Trends in the Prevalence of Ketoacidosis at Diabetes Diagnosis: The SEARCH for Diabetes in Youth Study (VLP)
Dabelea D, Rewers A, Stafford JM, Standiford DA, Lawrence JM, Saydah S, Imperatore G, D'Agostino RB Jr, Mayer-Davis EJ, Pihoker C. Pediatrics. 2014 Apr;133(4):e938-45.
In this latest study by the SEARCH for Diabetes in Youth Study Group the goal was to report the prevalence of diabetic ketoacidosis (DKA) at diagnosis of type 1 and 2 diabetes. The study consisted of 7040 subjects aged 0 to 19 years, of which 5615 were diagnosed with type 1 and 1425 with type 2. The data collected spanned an 8 year period from 2002 to 2010. The criteria for reporting DKA were: if bicarbonate was <15 mmol/L, and/or a pH<7.25 (venous) or <7.30 (arterial/capillary), and/or DKA diagnosis was on the medical record.
After analyzing the data the authors found that the prevalence of DKA was higher in type 1 versus type 2 diagnosis. In type 1 patients, DKA had a prevalence of approximately 30%, and was stable throughout the time period analyzed. In type 2 patients, the prevalence was approximately 12% at the start of the time period and it progressively decreased by about 10% per year until the end of the period to 5.7%. In both types, younger patients had a higher prevalence of DKA when compared to older subjects. The data in type 1 patients was consistent with other similar studies, while the type 2 data was novel, according to the authors.
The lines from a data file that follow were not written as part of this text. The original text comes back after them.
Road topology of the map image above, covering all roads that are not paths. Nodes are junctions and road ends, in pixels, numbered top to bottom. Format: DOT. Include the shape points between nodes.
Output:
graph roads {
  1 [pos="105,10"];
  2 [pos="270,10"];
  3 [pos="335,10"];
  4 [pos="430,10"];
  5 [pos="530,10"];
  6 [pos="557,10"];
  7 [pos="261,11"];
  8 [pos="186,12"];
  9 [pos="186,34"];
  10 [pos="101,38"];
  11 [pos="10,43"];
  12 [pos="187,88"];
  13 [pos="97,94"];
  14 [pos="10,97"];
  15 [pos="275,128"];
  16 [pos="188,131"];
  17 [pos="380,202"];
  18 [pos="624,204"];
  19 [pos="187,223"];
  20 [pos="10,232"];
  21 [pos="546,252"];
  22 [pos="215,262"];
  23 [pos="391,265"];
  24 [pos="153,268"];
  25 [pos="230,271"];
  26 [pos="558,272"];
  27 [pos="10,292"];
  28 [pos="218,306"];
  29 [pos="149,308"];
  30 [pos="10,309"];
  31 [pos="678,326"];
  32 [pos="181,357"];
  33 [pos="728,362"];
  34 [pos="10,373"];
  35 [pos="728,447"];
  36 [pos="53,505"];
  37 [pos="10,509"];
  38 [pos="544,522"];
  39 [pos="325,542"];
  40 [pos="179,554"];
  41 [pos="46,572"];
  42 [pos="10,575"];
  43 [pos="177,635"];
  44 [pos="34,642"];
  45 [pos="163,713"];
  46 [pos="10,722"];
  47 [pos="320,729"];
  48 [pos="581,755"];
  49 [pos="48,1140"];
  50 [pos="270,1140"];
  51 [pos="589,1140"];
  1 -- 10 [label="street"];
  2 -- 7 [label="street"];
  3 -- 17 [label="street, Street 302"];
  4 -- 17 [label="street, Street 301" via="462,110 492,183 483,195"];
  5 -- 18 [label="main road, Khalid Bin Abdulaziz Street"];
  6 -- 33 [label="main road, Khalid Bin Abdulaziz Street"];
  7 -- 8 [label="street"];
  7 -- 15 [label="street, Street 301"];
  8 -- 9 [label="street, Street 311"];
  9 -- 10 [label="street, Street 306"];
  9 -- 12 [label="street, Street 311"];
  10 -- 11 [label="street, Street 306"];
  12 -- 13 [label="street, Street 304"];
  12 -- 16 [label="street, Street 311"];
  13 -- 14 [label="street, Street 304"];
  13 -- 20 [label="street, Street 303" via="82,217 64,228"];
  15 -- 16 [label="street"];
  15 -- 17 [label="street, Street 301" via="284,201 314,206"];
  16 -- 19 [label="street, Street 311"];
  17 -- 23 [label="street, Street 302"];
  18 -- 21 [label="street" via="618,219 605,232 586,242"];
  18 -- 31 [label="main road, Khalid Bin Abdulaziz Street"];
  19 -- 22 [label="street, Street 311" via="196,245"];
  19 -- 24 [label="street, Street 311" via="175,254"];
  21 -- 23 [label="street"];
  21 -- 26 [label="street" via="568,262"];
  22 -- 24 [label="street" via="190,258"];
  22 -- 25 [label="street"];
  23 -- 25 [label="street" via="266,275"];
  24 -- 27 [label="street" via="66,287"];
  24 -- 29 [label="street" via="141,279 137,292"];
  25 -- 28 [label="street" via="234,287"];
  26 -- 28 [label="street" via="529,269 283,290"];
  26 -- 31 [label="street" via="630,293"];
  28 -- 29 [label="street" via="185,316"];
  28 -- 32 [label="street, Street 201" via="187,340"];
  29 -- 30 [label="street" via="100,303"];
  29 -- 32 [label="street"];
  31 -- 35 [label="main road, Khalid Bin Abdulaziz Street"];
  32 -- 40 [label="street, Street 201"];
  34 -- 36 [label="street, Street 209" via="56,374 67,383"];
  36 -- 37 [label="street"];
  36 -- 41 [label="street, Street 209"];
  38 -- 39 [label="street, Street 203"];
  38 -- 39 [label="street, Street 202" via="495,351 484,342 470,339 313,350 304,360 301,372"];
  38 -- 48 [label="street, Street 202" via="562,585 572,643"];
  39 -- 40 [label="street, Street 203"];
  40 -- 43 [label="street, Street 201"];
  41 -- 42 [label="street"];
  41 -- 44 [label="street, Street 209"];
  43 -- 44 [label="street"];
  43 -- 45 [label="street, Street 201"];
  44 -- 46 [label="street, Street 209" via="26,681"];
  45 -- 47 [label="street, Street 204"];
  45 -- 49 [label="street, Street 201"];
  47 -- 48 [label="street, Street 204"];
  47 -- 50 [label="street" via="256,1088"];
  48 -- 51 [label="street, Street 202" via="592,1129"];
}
The authors also looked at some of the factors that were associated with DKA presentation. These data was obtained by questionnaire forms. The results showed that DKA was more prevalent in minority populations, lower family income and lack of private insurance. Limitations to the study included the relative short time period that could have prevented detection of small changes in DKA prevalence. Also, minority patient’s records were more likely to have missing medical information, therefore their data could have been underrepresented. It would be interesting to see in the future the inclusion of more laboratory data in the evaluation and follow-up of patients with DKA, including glucose, HgbA1C % and ketone values.